Eighty five years ago (October 18, 1929) women were declared “persons” in Canada.

On that day women in Canada became eligible to be appointed to the Canadian Senate, which up to that time, had been the sole dominion of men because women were not deemed “persons” under the law.  Five Alberta women, Emily Murphy, Irene Parlby, Louise McKinney, Henrietta Muir Edwards and Nellie Mcclung declared a major victory in being able to say, quite simply: “We are persons too!”

There is no doubt that great strides have been made in the push for gender equity over last eighty-five years.  We take things for granted nowadays, where senior members of almost every profession are women and women hold leadership positions in government and industry.  We’ve had female premiers and a female prime minister.  When I tell my daughter that we didn’t have women in military college or the Canadian Navy when I joined up 30 years ago, she is aghast.
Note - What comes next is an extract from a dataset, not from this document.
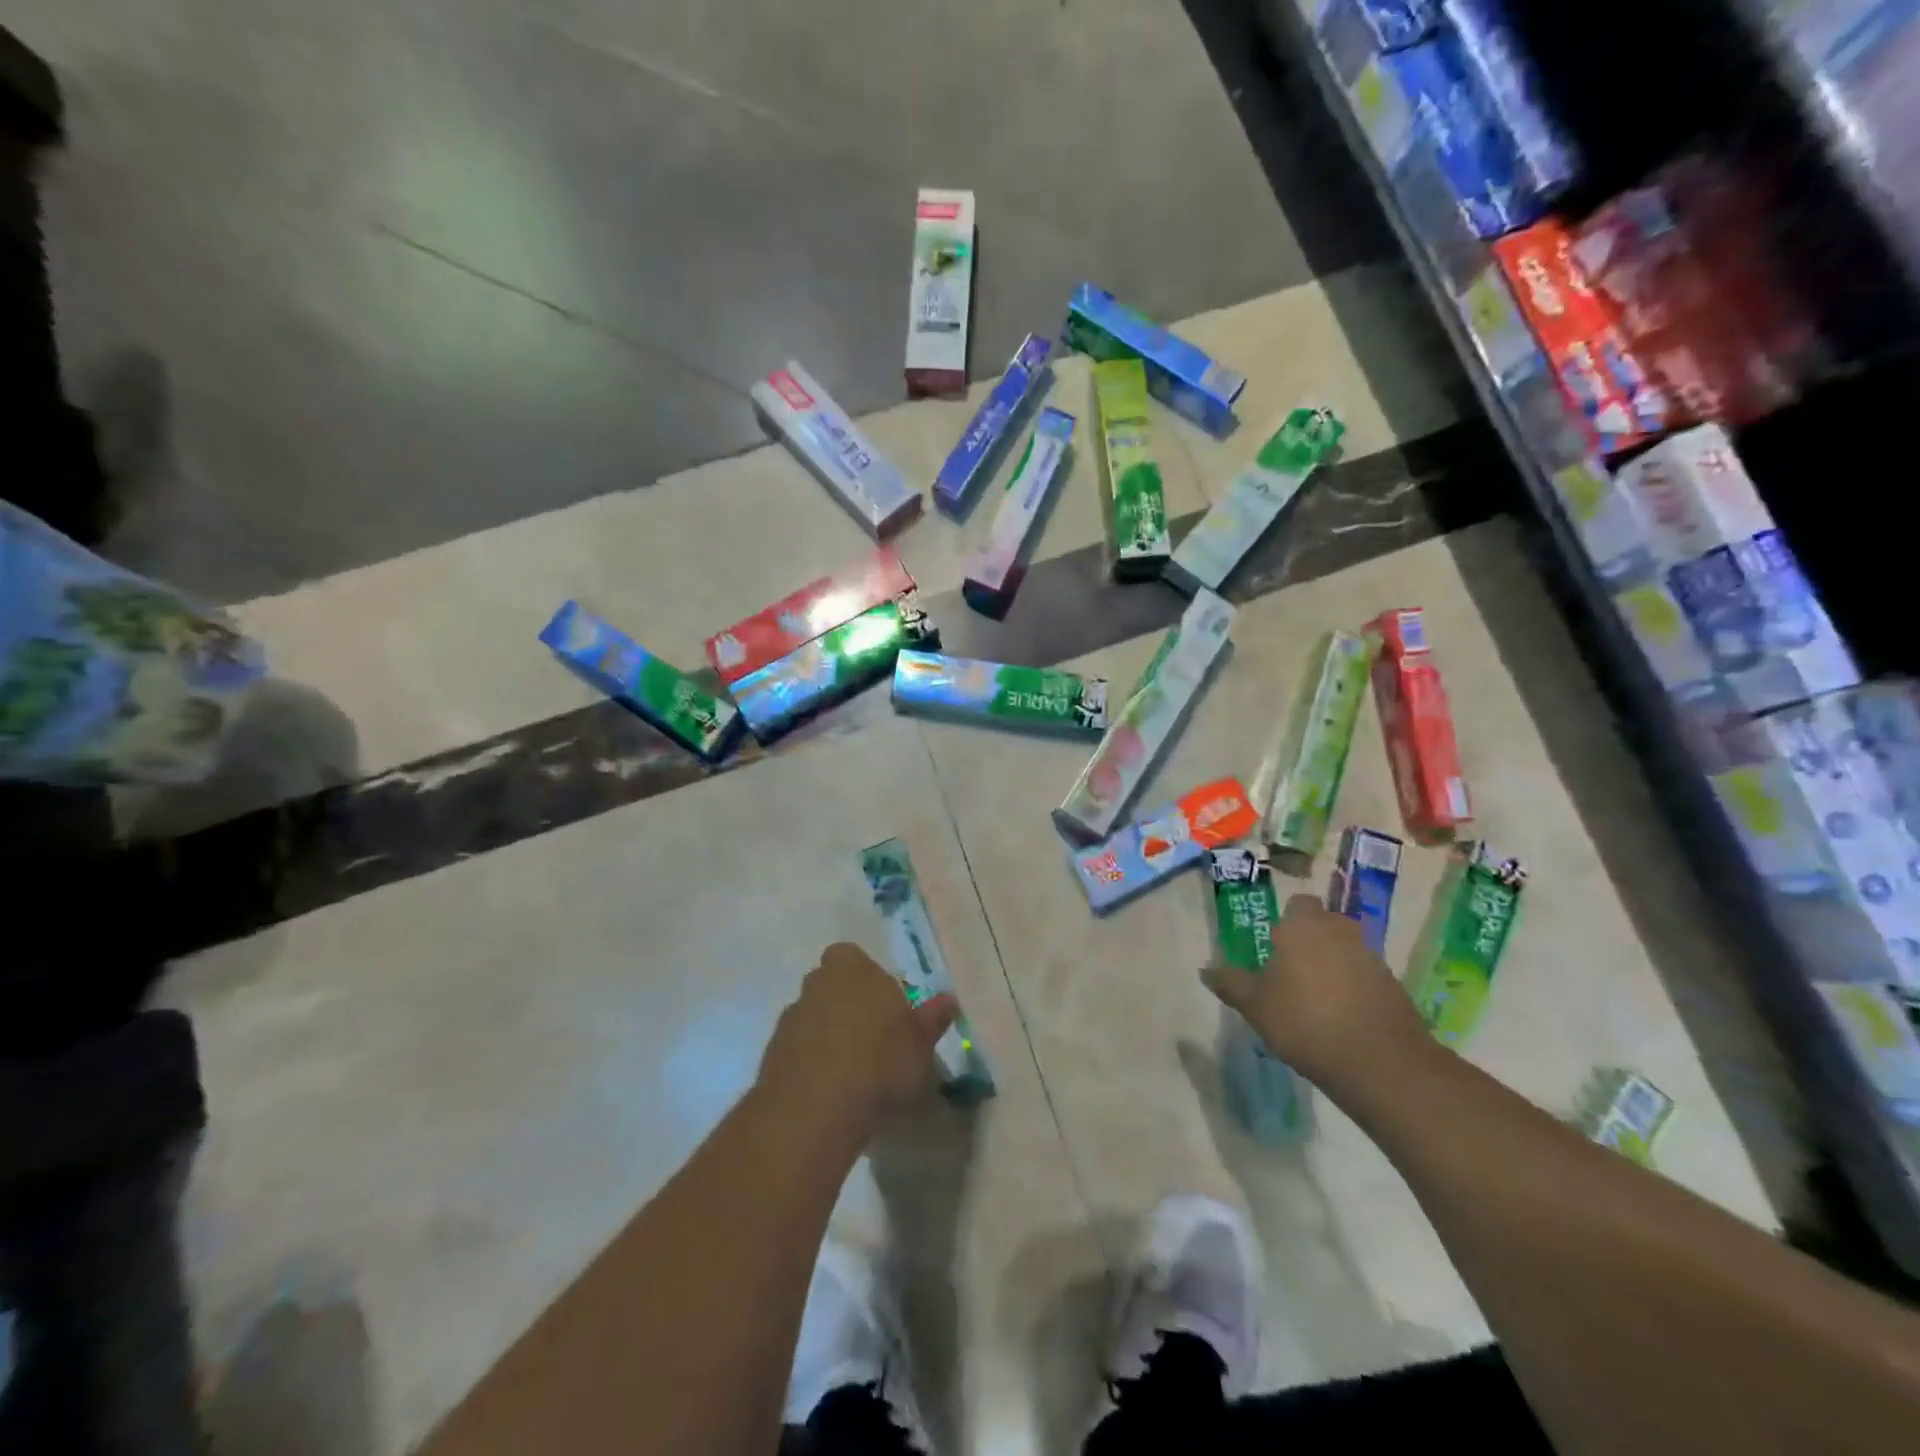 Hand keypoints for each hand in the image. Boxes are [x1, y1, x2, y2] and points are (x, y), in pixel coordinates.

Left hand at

Now women command warships and fly fighter jets, and there is no question that they have breached almost every domain that has been the sole bastion of men.

At the same time it’s premature to say that true gender equity has been achieved. Women still earn less than men, carry the bulk of childcare duties, and are often the first ones to sacrifice their careers when children come along.

More worrisome, I think, is to see how demands for justice for both sexes can be construed in ways that co-opt the language of equality to sell ideas or products — especially when they might be another way to subdue women all over again.

As a pharmaceutical policy researcher, I’ve studied the marketing practices of the drug industry for two decades and have seen many examples where industry-fueled medicalization of women’s health has threatened to turn the normal ups and downs of puberty, pregnancy and menopause into ripe fodder for pharmaceutical-enhancement.

There’s one significant frontier in the medicalization of women’s bodies that remains elusive: drug treatment for female sexuality.

At the end of October, the U.S. FDA is sponsoring a workshop called “Patient-Focused Drug Development and Scientific Workshop on Female Sexual Dysfunction,” which puts on display two very starkly contrasting views of female sexuality.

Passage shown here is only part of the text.